The VPN idea requires more thought and consideration. It might be hard to give a judgement call on it because it will depend a lot on what technologies, topologies, etc. each bank network uses. I think a properly constructed, strict SSLv3/TLS connection should do. We've already discussed a user key pair and device key pair. If we used two tunnels, this might be conceptually easier: one strong tunnel using device key pair between the PC and the bank. This forms the VPN. Then, the user's key pair (probably unlocked/decrypted with password) is used to create another tunnel between the bank application server & the client software that simply maintains integrity and authenticates the user. No need for special segments and fancy stuff: SSL and SSL acceleration is already widely deployed in banks.

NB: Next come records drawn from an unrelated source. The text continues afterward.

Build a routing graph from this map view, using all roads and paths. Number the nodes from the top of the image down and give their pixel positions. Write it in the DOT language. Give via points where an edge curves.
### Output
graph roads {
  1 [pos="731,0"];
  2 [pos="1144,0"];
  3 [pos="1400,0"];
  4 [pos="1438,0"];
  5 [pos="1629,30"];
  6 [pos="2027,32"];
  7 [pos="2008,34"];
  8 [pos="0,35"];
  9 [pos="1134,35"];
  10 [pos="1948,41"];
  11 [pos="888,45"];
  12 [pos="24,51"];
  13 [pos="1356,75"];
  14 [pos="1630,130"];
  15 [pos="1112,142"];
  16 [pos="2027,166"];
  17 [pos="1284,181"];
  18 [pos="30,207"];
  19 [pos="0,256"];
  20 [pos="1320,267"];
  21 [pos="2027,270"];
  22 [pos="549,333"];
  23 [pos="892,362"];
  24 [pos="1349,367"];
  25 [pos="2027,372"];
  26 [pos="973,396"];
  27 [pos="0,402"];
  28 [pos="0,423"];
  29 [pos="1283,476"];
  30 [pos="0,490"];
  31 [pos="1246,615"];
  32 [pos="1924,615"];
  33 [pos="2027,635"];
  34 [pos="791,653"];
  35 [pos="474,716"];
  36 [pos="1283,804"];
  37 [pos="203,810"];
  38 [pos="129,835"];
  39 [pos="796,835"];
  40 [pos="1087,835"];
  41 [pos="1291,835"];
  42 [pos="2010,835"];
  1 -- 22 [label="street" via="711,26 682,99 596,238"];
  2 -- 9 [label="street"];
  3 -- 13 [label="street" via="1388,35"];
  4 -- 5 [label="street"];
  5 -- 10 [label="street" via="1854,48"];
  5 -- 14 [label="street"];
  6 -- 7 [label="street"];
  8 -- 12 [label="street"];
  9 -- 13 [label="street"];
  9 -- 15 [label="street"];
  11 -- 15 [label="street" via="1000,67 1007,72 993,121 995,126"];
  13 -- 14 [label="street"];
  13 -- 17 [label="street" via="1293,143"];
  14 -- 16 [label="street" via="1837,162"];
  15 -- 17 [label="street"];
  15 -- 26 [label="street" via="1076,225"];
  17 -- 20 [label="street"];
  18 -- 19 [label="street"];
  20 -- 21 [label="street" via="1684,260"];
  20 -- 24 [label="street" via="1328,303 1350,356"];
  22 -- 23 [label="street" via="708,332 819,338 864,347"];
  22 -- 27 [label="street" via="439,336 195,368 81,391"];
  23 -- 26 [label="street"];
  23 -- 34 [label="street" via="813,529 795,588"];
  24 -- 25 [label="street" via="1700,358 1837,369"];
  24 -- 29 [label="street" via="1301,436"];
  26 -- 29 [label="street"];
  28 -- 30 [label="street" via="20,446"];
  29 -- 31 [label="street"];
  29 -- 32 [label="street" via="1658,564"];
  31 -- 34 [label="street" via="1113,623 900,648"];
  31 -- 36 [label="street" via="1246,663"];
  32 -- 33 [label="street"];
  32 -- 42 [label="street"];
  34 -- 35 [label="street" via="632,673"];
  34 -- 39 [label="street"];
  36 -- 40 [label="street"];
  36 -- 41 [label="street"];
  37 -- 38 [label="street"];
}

As for Acronis secure zone, I've always had my doubts about that. It relies on obscurity, runs on a possibly compromised machine, etc. I just feel shaky about it. I think we should treat the machine as totally untrusted & start root of trust with boot cd. If the HD was used, it would be for faster load time. In this case, the CD would load the filesystem image from the HD into memory, hash it, check the signature, and then boot as usual. If it didn't match, it would tell the user something was up and boot from CD instead. Must start with and entirely rely on integrity of CDROM/CDR data to ensure we get the strengths of a LiveCD.

And, btw, I had no idea about the OpenOffice thing. So, here I was using this "open-source" program all along and didn't know it had a game built into it. Subversion is insidious. Fortunately, it was a harmless subversion by non-malicious developers. I don't feel I made a bad judgment call because I trusted them not to intentionally harm my computer: I figured software glitches in Word conversion would do me in. So far, so... painful...

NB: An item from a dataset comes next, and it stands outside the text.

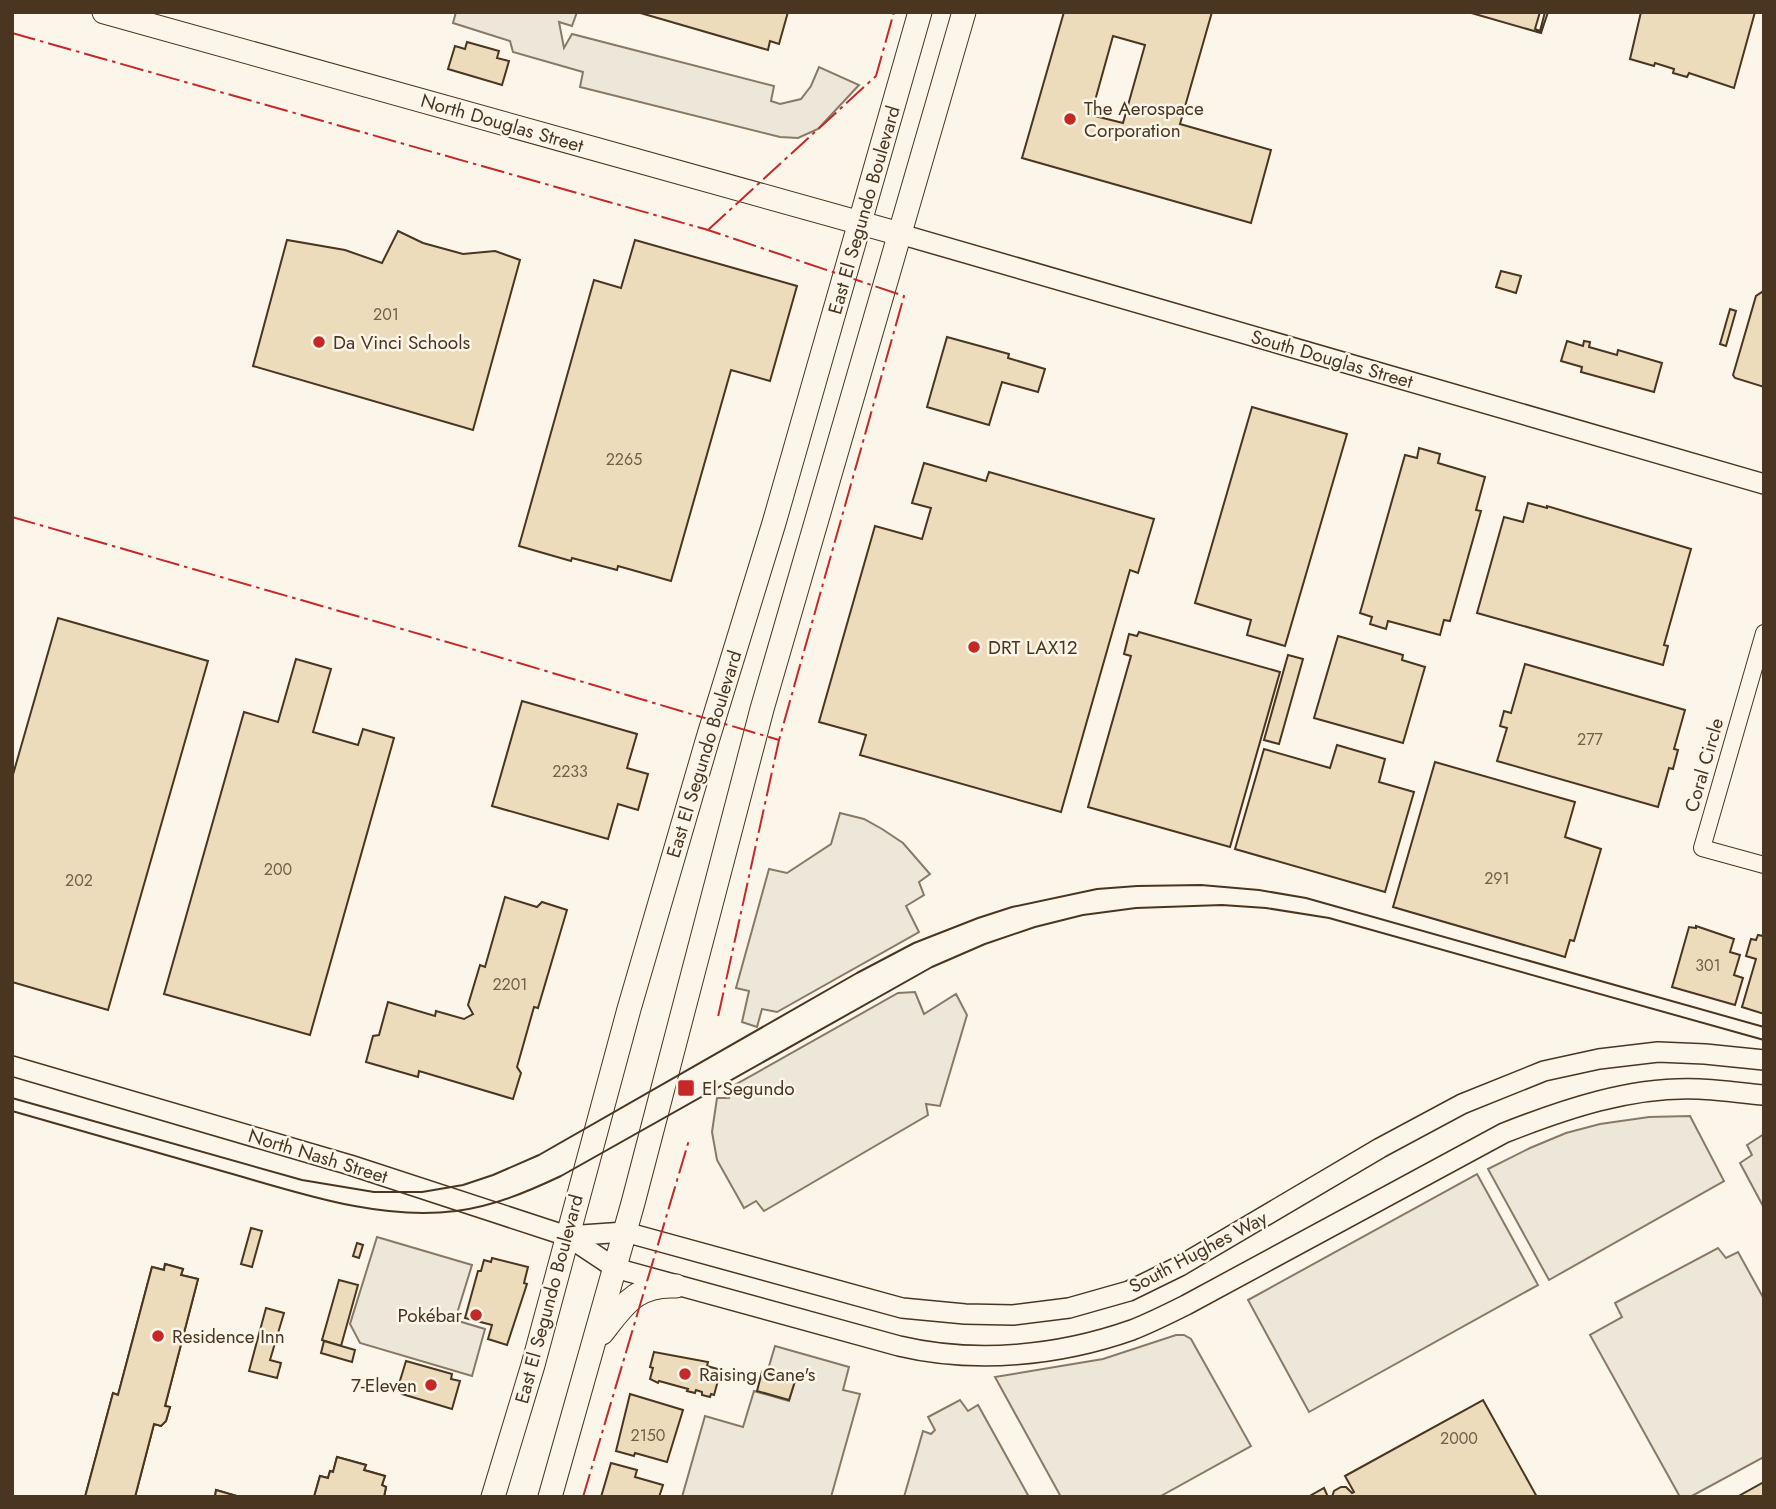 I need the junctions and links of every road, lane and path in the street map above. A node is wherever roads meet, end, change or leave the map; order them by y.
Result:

Nick P • June 24, 2011 1:54 PM

@ RobertT

"Anyway, I've probably left most readers scratching their heads, and wondering if I'm just a complete nutter."

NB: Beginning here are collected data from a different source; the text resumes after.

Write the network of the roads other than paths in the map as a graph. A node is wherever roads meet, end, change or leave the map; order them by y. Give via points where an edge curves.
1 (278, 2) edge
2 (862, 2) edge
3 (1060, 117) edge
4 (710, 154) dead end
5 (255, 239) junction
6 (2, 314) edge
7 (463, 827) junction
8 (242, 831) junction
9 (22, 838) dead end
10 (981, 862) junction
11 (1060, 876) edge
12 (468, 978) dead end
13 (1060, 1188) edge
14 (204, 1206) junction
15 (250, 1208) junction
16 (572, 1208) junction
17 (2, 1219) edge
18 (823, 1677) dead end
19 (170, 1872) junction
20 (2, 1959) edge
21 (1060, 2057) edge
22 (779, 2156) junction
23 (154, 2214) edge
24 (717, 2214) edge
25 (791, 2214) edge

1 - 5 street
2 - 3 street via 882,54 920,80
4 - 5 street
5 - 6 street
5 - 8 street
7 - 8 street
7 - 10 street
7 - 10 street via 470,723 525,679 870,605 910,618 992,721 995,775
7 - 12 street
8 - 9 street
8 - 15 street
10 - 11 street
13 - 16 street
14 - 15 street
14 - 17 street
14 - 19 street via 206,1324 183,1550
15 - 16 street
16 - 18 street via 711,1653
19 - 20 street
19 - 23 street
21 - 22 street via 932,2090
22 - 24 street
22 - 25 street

Just the first. I know enough about security engineering to understand, conceptually, what your doing in some of the specific examples. But I lack the domain knowledge to understand it at any concrete level.

@ Mark

"The manufactured cost for my current memory stick version is around the $10 mark in volume so it’s not really fair to put it in the netbook cost category."

I remember that your paper mentioned a trusted path on your device. The illustration showed a screen (LCD?) and a keypad. The original problem area we were discussing involved small businesses running batches of payroll transactions. To get real security, they need to see what they are signing on the secure device. A tiny LCD screen would cause a time consuming review. Strong or long passwords are also horrific to type on a primitive keyboard, necessitating a miniature qwerty or something like the old electronic organizers.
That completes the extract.